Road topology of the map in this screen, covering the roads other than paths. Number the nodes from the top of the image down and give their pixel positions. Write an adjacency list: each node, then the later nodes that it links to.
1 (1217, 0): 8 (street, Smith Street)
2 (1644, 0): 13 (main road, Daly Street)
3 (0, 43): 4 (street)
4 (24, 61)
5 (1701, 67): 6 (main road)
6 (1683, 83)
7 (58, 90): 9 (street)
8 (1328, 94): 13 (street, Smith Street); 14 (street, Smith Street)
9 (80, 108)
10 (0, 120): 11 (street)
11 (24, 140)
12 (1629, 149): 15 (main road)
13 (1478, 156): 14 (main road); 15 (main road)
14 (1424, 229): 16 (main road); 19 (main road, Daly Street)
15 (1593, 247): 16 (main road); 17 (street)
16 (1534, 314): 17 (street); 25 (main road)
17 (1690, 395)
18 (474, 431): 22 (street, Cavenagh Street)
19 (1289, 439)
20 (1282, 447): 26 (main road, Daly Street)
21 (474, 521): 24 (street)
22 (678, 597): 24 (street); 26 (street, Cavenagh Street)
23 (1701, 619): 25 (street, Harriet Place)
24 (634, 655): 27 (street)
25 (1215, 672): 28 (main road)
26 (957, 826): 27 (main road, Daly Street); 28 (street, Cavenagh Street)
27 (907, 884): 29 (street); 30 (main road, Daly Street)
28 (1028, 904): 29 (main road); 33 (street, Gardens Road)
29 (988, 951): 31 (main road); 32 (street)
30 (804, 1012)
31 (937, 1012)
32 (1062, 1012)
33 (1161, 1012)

**What you have to do**.
Each record above needs to be transcribed word for word.

**Solution**.
Road topology of the map in this screen, covering the roads other than paths. Number the nodes from the top of the image down and give their pixel positions. Write an adjacency list: each node, then the later nodes that it links to.
1 (1217, 0): 8 (street, Smith Street)
2 (1644, 0): 13 (main road, Daly Street)
3 (0, 43): 4 (street)
4 (24, 61)
5 (1701, 67): 6 (main road)
6 (1683, 83)
7 (58, 90): 9 (street)
8 (1328, 94): 13 (street, Smith Street); 14 (street, Smith Street)
9 (80, 108)
10 (0, 120): 11 (street)
11 (24, 140)
12 (1629, 149): 15 (main road)
13 (1478, 156): 14 (main road); 15 (main road)
14 (1424, 229): 16 (main road); 19 (main road, Daly Street)
15 (1593, 247): 16 (main road); 17 (street)
16 (1534, 314): 17 (street); 25 (main road)
17 (1690, 395)
18 (474, 431): 22 (street, Cavenagh Street)
19 (1289, 439)
20 (1282, 447): 26 (main road, Daly Street)
21 (474, 521): 24 (street)
22 (678, 597): 24 (street); 26 (street, Cavenagh Street)
23 (1701, 619): 25 (street, Harriet Place)
24 (634, 655): 27 (street)
25 (1215, 672): 28 (main road)
26 (957, 826): 27 (main road, Daly Street); 28 (street, Cavenagh Street)
27 (907, 884): 29 (street); 30 (main road, Daly Street)
28 (1028, 904): 29 (main road); 33 (street, Gardens Road)
29 (988, 951): 31 (main road); 32 (street)
30 (804, 1012)
31 (937, 1012)
32 (1062, 1012)
33 (1161, 1012)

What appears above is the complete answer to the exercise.